Measuring Digital Competence and ICT Literacy: An Exploratory Study of In-Service English Language Teachers in the Context of Saudi Arabia
Why this work is in the frame
A frame that forgets how it found something cannot be audited. These are the routes that admitted this work.
Bibliographic record
Abstract
The purpose of this research is to measure in-service English language teachers' digital competence, particularly for the enhancement of teaching English as a second/foreign language in schools in Saudi Arabia. Information and communication technology (ICT) knowledge is currently considered as a vital skill for foreign language teachers in addition to their linguistic competence. Recently, there has been a focus on digital competence, since it can be regarded as a gateway for enriching knowledge, economies, societies and individuals.
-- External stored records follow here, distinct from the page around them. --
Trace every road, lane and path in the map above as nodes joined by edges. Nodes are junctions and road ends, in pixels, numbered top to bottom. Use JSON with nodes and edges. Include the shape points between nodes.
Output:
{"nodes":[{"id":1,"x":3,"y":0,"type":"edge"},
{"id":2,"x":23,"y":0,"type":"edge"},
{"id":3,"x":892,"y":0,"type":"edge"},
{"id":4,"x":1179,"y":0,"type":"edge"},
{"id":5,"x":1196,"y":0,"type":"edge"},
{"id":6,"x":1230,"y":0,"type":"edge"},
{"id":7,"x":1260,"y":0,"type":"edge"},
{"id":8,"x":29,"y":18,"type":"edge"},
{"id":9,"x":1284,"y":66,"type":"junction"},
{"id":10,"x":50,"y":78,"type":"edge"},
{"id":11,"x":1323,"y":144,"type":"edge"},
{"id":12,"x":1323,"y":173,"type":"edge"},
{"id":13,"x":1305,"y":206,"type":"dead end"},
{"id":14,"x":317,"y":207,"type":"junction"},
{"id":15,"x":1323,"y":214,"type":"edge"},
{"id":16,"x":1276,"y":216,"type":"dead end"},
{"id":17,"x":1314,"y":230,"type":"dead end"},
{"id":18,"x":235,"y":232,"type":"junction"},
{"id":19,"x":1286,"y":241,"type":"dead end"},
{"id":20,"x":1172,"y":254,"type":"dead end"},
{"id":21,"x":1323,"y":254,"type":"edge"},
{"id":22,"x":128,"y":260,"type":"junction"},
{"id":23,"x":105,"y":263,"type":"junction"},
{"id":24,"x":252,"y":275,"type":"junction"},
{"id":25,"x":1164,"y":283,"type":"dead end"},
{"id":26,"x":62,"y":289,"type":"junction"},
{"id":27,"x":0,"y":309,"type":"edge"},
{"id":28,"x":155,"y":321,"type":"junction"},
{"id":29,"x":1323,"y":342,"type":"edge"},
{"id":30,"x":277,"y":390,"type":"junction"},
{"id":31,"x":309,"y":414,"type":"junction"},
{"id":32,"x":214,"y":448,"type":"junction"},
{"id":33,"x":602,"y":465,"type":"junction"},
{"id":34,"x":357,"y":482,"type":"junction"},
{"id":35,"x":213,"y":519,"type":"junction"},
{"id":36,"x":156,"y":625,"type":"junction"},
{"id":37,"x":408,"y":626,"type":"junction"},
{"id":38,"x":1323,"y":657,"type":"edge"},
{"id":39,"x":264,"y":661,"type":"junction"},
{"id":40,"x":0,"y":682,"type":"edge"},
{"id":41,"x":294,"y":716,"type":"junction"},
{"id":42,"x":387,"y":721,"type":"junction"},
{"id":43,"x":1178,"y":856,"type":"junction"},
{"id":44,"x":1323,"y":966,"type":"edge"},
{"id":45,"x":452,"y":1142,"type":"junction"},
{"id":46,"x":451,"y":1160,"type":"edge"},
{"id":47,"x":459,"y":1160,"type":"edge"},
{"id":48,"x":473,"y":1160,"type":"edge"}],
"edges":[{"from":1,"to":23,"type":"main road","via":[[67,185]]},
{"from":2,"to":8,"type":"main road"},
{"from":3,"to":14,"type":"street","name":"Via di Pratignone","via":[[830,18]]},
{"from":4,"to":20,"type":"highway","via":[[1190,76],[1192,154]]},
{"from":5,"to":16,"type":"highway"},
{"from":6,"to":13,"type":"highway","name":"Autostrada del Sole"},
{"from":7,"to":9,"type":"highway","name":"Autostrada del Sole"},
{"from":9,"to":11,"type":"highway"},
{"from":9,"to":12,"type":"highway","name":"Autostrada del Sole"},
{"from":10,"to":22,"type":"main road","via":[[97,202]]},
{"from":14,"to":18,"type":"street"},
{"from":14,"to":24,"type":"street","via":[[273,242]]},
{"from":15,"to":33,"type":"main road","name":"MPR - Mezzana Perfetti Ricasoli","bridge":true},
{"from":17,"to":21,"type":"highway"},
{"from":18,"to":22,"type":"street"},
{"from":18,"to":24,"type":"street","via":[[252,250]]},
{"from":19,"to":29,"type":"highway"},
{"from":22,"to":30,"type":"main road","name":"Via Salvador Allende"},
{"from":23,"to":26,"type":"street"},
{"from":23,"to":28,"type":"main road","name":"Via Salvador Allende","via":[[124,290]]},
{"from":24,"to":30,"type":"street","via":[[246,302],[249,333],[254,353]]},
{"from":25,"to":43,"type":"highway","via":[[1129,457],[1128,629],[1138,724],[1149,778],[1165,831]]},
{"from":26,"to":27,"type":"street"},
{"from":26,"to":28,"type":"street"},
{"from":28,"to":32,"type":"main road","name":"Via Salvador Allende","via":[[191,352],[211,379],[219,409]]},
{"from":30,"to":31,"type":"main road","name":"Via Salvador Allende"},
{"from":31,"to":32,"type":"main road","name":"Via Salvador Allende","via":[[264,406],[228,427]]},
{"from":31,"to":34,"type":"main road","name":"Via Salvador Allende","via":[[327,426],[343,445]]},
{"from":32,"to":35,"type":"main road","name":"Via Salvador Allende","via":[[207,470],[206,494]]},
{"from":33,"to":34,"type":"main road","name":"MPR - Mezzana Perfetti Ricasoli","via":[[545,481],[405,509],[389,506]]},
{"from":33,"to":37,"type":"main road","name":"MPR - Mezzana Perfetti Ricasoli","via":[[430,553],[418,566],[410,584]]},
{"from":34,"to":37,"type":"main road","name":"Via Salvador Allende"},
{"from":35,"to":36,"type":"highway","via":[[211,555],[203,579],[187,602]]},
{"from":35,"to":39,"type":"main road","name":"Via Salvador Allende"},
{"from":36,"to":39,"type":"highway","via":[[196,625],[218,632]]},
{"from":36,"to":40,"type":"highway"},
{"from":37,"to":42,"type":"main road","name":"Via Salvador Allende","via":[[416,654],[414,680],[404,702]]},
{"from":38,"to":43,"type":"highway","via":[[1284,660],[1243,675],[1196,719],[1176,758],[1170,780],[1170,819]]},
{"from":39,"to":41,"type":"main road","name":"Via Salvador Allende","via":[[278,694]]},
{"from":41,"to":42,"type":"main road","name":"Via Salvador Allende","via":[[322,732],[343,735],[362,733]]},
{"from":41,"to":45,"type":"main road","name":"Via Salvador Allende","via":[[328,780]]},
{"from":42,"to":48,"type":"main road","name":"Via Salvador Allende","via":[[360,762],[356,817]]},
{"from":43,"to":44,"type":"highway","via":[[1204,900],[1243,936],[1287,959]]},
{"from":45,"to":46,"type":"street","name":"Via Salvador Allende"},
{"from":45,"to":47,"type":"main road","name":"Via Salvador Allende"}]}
There is also a massive need for teachers to assess their own digital competence according to non-conventional norms (i.e., having the ability to share content and manage information). In light of this rationale, this paper investigates the following research question: to what extent are English language teachers in Saudi Arabia digitally competent and in what aspects? This study used a standardized questionnaire that was constructed using a validated comprehensive framework. This instrument was designed to assess the professional capability of English language teachers in terms of their willingness and readiness to use ICTs along with their current digital competence used throughout their teaching and educational practices. The research included a diverse range of participants who come from various backgrounds, genders and experiences. The study was concluded with a presentation of useful recommendations and key research questions for future research.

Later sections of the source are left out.